Memory? Forget About It

How’s your computer? Mine’s about ready for the Great Recycling Bin in the Sky. My hard drive’s bloated with masses of old and largely useless data that I’ve input over the years. My Random Access Memory is, well … pretty random. Even though it still lights up when it’s turned on, the machine’s so battered and bunted about it has grown touchy and unreliable and has a tendency to crash (usually right after lunch).

I’d junk it and buy a new MacBook Air or an HP ProBook but I can’t.

It’s attached to my neck.

I’m talking about that ball of wrinkly gray goop we all carry around between our ears. Mine was a fine piece of craftsmanship in its time; operational in temperatures ranging from arctic to tropical; impervious to immersion in cataracts of booze and blizzards of drugs; unfazed by faceplants executed from bicycles, judo mats and downhill skis and apparently undamaged from the effects of a Tommy Armour four-wood briskly applied to the left temple back in 1955 (reader alert: it is never wise to stand behind a golfer when he’s teeing off).

All of this in a floppy soft-shelled envelope about the size and weight of a cantaloupe. Eat your heart out, Apple Inc.

Nevertheless, my mental meat loaf is showing signs of battle fatigue – which is to be expected. We’re talking about a mileage-heavy, road-weary machine that’s been fired up and shut down daily for more than six decades and is still expected to remember telephone numbers, the names of second cousins, how to fill out an income tax form, the formula for finding the circumference of a circle – and where I left my car keys.

Since I can’t trade it in, I’ve decided to upgrade. I’ve enrolled myself in a Brain Gym.

Actually, what I’ve done is buy a book. It’s called … I forget – How to something Memory something something – point is, it has all these little tricks you can employ to remember stuff. Yesterday, for instance, I wanted to pick up five items at the supermarket. A snap. I just imagined five things that look like the numbers one to five. Number one was a candle – looks like the number 1, right? Number two, a swan, because 2 has a curved neck. Number three? Well, a nice bosom (3) works for me. Number four (4) kind of looks like a sailboat; number five (5) is a hook. Get the idea?

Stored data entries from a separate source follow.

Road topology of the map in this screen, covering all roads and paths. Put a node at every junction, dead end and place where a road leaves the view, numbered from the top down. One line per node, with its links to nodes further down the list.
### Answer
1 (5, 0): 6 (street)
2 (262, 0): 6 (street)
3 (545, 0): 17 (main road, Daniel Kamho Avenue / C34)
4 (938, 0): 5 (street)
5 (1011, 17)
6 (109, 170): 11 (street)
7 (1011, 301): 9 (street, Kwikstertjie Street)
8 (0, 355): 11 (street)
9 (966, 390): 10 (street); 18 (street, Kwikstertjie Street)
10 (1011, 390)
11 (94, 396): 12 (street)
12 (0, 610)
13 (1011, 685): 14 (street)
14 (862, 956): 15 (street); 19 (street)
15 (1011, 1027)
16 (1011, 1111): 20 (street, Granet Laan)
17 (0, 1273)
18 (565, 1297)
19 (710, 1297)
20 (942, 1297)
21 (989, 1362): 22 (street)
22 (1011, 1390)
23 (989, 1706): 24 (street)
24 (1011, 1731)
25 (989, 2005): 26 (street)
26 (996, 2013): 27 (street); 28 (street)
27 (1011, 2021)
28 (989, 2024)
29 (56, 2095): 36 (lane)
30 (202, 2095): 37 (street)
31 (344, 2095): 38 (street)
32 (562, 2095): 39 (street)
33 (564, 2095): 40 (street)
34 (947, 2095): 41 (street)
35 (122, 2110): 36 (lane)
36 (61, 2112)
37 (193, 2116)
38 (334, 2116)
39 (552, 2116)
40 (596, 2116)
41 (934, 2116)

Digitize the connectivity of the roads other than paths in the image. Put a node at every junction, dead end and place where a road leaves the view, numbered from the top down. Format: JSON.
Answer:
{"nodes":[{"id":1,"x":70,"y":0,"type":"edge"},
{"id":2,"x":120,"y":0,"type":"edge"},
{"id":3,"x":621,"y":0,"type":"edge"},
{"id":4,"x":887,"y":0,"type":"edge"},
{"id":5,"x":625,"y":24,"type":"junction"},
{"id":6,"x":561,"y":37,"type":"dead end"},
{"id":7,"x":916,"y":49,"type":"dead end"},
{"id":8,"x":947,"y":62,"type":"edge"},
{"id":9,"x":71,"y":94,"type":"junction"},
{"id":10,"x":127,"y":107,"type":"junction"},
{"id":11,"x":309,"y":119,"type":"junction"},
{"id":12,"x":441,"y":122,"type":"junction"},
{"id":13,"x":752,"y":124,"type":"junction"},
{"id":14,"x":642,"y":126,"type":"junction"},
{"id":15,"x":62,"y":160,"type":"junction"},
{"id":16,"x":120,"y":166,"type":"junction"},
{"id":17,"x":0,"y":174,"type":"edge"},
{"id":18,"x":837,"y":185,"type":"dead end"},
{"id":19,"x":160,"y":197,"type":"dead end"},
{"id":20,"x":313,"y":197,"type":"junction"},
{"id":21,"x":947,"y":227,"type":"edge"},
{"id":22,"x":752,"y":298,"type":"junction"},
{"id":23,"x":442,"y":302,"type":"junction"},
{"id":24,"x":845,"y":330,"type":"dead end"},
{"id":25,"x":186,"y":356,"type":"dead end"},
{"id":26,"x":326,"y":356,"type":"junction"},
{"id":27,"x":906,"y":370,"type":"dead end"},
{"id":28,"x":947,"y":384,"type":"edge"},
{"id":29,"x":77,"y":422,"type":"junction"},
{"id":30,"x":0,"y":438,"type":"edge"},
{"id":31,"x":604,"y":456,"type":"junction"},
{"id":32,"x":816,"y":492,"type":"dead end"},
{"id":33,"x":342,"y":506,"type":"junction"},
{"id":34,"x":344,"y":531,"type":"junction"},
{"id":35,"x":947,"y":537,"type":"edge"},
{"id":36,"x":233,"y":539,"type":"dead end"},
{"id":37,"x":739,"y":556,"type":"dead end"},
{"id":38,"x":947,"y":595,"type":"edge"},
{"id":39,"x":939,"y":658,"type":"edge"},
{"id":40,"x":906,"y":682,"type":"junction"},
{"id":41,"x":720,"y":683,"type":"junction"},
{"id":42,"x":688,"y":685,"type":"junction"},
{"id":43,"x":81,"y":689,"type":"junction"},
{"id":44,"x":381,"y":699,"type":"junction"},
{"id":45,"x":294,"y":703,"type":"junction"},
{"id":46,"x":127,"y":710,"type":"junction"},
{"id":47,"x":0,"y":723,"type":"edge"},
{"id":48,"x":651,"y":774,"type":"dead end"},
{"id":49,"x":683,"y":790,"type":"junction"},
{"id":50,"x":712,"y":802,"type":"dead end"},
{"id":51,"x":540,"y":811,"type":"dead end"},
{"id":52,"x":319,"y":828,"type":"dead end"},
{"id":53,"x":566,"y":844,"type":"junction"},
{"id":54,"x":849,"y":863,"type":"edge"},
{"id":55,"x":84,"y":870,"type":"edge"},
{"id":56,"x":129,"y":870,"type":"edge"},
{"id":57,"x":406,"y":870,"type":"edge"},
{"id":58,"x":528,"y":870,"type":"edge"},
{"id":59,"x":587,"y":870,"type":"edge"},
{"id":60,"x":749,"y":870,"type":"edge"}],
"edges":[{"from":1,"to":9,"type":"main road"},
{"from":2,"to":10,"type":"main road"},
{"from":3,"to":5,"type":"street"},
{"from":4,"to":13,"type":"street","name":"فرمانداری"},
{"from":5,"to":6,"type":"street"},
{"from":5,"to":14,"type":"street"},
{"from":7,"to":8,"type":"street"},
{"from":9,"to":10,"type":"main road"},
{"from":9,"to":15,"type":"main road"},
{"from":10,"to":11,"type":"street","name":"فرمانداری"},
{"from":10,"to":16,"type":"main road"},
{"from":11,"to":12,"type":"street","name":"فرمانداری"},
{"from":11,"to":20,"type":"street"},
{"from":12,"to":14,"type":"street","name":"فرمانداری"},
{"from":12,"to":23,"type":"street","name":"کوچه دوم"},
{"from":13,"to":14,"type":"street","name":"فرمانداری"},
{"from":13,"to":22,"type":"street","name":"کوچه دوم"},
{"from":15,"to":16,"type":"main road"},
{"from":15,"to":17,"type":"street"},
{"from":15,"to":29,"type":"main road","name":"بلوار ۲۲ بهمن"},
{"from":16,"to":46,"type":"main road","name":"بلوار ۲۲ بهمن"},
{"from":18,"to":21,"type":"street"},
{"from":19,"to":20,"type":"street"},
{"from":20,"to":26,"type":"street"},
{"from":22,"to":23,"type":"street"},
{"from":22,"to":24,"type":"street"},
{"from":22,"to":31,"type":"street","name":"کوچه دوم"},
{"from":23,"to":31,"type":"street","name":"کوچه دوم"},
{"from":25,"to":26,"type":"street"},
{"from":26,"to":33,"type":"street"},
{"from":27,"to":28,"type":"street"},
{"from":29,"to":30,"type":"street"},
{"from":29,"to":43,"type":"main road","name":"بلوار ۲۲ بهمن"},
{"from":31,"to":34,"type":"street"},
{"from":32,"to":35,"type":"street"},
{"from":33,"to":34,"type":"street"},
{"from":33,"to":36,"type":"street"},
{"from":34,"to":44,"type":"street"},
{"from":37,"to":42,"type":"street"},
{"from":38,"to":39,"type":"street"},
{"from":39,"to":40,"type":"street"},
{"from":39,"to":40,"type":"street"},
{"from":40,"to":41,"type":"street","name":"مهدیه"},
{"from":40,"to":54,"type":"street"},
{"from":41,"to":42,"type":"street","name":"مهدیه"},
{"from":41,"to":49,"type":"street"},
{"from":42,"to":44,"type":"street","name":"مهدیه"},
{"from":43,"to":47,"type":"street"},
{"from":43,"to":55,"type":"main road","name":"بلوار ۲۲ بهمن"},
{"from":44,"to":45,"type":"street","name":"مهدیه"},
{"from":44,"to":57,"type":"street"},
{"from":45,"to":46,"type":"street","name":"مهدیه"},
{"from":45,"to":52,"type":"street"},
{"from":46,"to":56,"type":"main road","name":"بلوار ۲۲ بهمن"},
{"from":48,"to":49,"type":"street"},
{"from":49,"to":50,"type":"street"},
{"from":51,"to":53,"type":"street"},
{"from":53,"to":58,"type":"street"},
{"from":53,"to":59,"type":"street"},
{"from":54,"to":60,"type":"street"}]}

My shopping list consisted of a lemon, a box of detergent, a package of light bulbs, three dozen eggs and a watermelon. I simply visualized a candle sticking out of a lemon; a swan with a box of detergent under its wing; Madonna wearing a bra full of light bulbs; a sailboat made from an egg carton and a watermelon on a fish hook.
I tried it out yesterday. No written list – just my razor-sharp, re-configured brain.

Came home with a box of candles, a gooseneck lamp, a dozen watermelons, a CD of Like a Virgin and one Maidenform brassiere 36 DD.

I’d reread Chapter One if I could remember where I left the book.